Most readers of this newspaper are surely familiar with the name Albany, the capital of New York State, but most are probably not familiar with the name Michael Albany, a long-time Mt. Airy professional photographer with a seemingly endless list of business clients.
Most readers of this newspaper are surely familiar with the name Albany, the capital of New York State, but most are probably not familiar with the name Michael Albany, 59, a long-time Mt. Airy professional photographer with a seemingly endless list of business clients such as Philly Office Retail, Rick's Tree Service, Stretch Therapy Solutions, Pup Tales, United Steelworkers, Pearle Vision, Greater Philadelphia Chamber of Commerce, National Nursing Centers Consortium, GO Mt. Airy, Mt. Airy Art Garage, Riverloft, Mr. Philly Real Estate, Day & Zimmerman (construction and engineering), Moore Eye Institute, Concierge Auctions and many more.
Gayle Ruggeri, director of DocuSign Services, which provides electronic security to businesses, said, “Please add me to the Michael Albany fan club. Michael really puts a lot of time, energy and effort into his work, and it shows … I highly recommend Michael and his work! (You get) great results, personality and high integrity!”
Despite Albany's impressive list of clients, however, the 14-month pandemic “almost put me out of business. I started working in a bike shop just to make ends meet. That and the lack of contact with people was almost too much.”
We put these additional questions to Albany in an interview last week:
Where did you grow up?
“In Glen Mills, Delaware County, before it was even a dot on the map. It was quiet, with almost nothing but nature, except for blasts from the nearby quarry. To get to our house, you had to drive up a hidden driveway a fifth of a mile long. A great place to grow up, though a bit lonely.”
What about your formal education?
“Although I grew up in Delaware County, I went to Chester County schools and actually finished high school in South Florida. I went to Broward County Community College in South Florida but didn’t finish. I’m too much of a rebel for that. I like to say I graduated from 'The School of Hard Knocks,' where I achieved a Master's degree of hard learning.”
How many years have you lived in Mt. Airy?
“My wife and I have lived here for 12 years. When we decided to move to the city, there was no question where we would live. It was Mt. Airy or nowhere, very much due to my friendship with Arleen Olshan and her wife, Linda Slodki (founders of Mt. Airy Art Garage).”
Did you have other kinds of jobs before becoming a professional photographer? If so, what?
“I've been an orderly in hospitals, an optician, IT support director and bicycle mechanic. Though I've had a camera in front of my face since I was 9, I only pursued it as a career since 2000. I left the corporate world to make photography my full-time job 11 years ago.”
How did you get started getting commercial and consumer work?
“Commercial photography is a natural progression when going from the corporate world to the creative space. I already had the corporate connections, so it was a rather smooth transition.”

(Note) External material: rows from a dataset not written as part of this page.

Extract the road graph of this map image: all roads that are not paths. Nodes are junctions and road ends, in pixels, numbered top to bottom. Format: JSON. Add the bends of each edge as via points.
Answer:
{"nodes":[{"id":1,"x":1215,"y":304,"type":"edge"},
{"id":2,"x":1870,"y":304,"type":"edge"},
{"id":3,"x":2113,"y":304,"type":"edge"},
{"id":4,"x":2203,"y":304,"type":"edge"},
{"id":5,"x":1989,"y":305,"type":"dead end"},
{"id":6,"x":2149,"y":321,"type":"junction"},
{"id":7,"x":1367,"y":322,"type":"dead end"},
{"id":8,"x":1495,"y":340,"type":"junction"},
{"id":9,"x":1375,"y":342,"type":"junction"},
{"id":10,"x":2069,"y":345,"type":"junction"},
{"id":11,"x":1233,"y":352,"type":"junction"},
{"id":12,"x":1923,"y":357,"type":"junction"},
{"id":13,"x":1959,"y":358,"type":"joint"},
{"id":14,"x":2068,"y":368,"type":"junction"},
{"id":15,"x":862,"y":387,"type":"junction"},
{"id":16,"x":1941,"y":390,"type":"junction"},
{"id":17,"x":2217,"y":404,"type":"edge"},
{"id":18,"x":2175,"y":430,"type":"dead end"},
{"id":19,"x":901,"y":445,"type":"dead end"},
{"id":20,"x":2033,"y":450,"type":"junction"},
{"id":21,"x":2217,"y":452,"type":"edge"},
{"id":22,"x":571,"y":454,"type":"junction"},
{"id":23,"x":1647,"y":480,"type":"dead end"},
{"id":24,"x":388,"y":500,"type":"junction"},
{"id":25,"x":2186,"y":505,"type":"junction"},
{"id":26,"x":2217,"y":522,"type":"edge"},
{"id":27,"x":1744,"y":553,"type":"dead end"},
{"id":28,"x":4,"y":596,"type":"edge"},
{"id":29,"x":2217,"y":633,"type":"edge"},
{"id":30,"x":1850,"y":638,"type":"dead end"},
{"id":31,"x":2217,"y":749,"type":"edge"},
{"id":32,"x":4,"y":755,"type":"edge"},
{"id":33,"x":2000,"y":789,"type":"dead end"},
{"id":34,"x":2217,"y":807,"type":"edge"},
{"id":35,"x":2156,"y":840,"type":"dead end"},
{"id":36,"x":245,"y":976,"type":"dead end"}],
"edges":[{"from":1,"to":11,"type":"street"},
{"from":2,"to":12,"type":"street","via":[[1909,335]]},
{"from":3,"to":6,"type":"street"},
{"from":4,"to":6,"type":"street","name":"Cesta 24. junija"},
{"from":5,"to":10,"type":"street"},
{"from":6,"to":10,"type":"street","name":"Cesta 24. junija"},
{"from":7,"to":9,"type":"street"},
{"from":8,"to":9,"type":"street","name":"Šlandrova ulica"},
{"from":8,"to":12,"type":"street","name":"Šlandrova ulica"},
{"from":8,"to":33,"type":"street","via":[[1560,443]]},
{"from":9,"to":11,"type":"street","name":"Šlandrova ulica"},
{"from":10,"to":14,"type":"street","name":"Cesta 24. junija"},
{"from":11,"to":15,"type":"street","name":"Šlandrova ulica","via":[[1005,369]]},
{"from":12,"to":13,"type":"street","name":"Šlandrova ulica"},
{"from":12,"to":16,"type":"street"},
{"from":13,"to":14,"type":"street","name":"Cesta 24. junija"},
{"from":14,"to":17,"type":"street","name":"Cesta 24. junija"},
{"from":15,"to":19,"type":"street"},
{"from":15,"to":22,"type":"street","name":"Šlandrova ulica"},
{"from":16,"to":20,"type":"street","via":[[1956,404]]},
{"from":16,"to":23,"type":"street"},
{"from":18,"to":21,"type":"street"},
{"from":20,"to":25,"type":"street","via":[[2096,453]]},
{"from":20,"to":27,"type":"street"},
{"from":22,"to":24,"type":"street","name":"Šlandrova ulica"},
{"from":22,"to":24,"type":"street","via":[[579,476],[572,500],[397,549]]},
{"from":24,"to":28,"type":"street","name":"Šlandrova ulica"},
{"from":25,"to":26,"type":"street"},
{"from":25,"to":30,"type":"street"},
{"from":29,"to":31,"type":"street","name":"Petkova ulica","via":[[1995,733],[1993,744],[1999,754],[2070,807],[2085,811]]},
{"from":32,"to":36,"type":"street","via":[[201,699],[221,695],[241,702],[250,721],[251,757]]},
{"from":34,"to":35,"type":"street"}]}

You have a very impressive list of clients. What kinds of photos do you most like to shoot?
“Architecture and people. Although they are virtual opposites, the differences are what are attractive to me. Going from the Zen space of waiting for the light to properly light a building to the rush of all the parts of shooting corporate headshots gives me the opportunity to experience so much more. Add to that, I love the human form. (I also own BoudoirPhilly, boudoirphilly.com.) I love empowering both men and women through photography.”
What was your most memorable photo shoot? Why?
“That is a tough one. I have had so many, and I remember them all fondly. I'd say the most rewarding was when I did the Free Business Portraits for the Unemployed in 2009. I did 179 portraits in four-and-a-half hours. Being able to help so many with their job search in the midst of the crash was very rewarding. That was my most difficult shoot as well. Talk about herding cats!”
What is the hardest thing you ever had to do?
“There are so many challenges to life … Knowing when it's time to let go. Once that choice is made, the action is comparatively easy.”
Any family members you would like to mention?
“I am grateful for my wife. Without her I’m not sure I would have kept trying.”